What the task asks:
All of the entries are to be printed exactly as they appear.
Data records START
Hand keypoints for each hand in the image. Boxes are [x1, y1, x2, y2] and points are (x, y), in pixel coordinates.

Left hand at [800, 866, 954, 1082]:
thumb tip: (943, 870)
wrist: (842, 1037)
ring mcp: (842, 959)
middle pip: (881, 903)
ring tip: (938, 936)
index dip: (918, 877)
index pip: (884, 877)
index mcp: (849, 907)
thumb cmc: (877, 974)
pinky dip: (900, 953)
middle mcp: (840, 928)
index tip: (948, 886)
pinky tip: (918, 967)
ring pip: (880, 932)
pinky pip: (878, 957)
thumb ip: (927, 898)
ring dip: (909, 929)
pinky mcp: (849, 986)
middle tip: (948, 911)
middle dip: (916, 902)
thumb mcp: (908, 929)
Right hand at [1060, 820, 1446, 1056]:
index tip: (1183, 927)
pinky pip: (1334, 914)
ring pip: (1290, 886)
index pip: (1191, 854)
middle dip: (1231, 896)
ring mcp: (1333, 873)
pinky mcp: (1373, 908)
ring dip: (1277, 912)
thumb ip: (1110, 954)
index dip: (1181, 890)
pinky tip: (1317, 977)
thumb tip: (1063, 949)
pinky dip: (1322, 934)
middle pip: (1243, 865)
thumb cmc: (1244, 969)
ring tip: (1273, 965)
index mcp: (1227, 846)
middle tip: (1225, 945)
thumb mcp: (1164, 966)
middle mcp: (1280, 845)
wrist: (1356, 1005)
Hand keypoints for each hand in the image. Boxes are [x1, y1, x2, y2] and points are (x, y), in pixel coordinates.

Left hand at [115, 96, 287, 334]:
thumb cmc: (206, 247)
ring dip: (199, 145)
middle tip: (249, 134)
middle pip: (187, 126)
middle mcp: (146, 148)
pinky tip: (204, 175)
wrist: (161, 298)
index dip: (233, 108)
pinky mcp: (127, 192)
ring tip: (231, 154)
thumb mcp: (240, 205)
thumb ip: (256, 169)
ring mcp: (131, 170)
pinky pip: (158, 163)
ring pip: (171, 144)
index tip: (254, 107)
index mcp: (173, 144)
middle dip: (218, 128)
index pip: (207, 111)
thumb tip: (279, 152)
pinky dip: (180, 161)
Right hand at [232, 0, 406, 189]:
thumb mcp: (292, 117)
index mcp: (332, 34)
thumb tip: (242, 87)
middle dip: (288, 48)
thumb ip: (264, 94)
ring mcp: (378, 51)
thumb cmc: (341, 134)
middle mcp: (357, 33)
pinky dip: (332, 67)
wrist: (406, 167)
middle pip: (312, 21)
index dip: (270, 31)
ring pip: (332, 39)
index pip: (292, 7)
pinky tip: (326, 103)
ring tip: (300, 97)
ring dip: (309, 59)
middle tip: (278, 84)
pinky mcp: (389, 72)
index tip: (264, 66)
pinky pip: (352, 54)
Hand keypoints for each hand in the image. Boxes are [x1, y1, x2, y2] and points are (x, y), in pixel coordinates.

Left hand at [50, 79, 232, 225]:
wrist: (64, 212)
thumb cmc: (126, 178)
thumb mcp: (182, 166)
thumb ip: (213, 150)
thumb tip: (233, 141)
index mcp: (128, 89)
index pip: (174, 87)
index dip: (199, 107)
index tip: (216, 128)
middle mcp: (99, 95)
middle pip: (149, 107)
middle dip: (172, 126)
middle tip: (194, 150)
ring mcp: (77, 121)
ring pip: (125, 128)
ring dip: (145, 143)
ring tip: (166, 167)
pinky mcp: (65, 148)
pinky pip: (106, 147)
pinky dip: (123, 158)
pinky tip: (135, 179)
Data records END
Exercise output:
Hand keypoints for each hand in the image. Boxes are [x1, y1, x2, y2] and points are (x, y), in pixel coordinates.

Left hand at [800, 866, 954, 1082]:
thumb tip: (943, 870)
wrist: (842, 1037)
ring mcp: (842, 959)
middle pip: (881, 903)
ring tip: (938, 936)
index dip: (918, 877)
index pip: (884, 877)
index mcp: (849, 907)
thumb cmc: (877, 974)
pinky dip: (900, 953)
middle mcp: (840, 928)
index tip: (948, 886)
pinky tip: (918, 967)
ring pip: (880, 932)
pinky pip: (878, 957)
thumb ip: (927, 898)
ring dip: (909, 929)
pinky mcp: (849, 986)
middle tip: (948, 911)
middle dip: (916, 902)
thumb mcp: (908, 929)
Right hand at [1060, 820, 1446, 1056]:
index tip: (1183, 927)
pinky pip: (1334, 914)
ring pip: (1290, 886)
index pip: (1191, 854)
middle dip: (1231, 896)
ring mcp: (1333, 873)
pinky mcp: (1373, 908)
ring dip: (1277, 912)
thumb ip: (1110, 954)
index dip: (1181, 890)
pinky tip: (1317, 977)
thumb tip: (1063, 949)
pinky dip: (1322, 934)
middle pip: (1243, 865)
thumb cmc: (1244, 969)
ring tip: (1273, 965)
index mcp: (1227, 846)
middle tip: (1225, 945)
thumb mcp: (1164, 966)
middle mcp: (1280, 845)
wrist: (1356, 1005)
Hand keypoints for each hand in the image. Boxes are [x1, y1, x2, y2] and points are (x, y), in pixel coordinates.

Left hand at [115, 96, 287, 334]:
thumb cmc: (206, 247)
ring dip: (199, 145)
middle tip: (249, 134)
middle pip: (187, 126)
middle mcp: (146, 148)
pinky tip: (204, 175)
wrist: (161, 298)
index dip: (233, 108)
pinky mcp: (127, 192)
ring tip: (231, 154)
thumb mcp: (240, 205)
thumb ip: (256, 169)
ring mcp: (131, 170)
pinky pip: (158, 163)
ring pip: (171, 144)
index tip: (254, 107)
index mcp: (173, 144)
middle dip: (218, 128)
index pip: (207, 111)
thumb tip: (279, 152)
pinky dip: (180, 161)
Right hand at [232, 0, 406, 189]:
thumb mcp: (292, 117)
index mcp: (332, 34)
thumb tip: (242, 87)
middle dip: (288, 48)
thumb ip: (264, 94)
ring mcp: (378, 51)
thumb cmc: (341, 134)
middle mcp: (357, 33)
pinky dip: (332, 67)
wrist: (406, 167)
middle pip: (312, 21)
index dip: (270, 31)
ring pip: (332, 39)
index pip: (292, 7)
pinky tip: (326, 103)
ring tip: (300, 97)
ring dip: (309, 59)
middle tip: (278, 84)
pinky mcp: (389, 72)
index tip: (264, 66)
pinky pip: (352, 54)
Hand keypoints for each hand in the image. Boxes are [x1, y1, x2, y2] and points are (x, y), in pixel coordinates.

Left hand at [50, 79, 232, 225]:
wrist: (64, 212)
thumb cmc: (126, 178)
thumb mcp: (182, 166)
thumb ip: (213, 150)
thumb tip: (233, 141)
index mcp: (128, 89)
index pip: (174, 87)
index dip: (199, 107)
index tip: (216, 128)
middle mcp: (99, 95)
middle pip: (149, 107)
middle dip: (172, 126)
middle tip: (194, 150)
ring mcp: (77, 121)
ring pip: (125, 128)
ring dip: (145, 143)
ring tip: (166, 167)
pinky mcp: (65, 148)
pinky pip: (106, 147)
pinky dip: (123, 158)
pinky tip: (135, 179)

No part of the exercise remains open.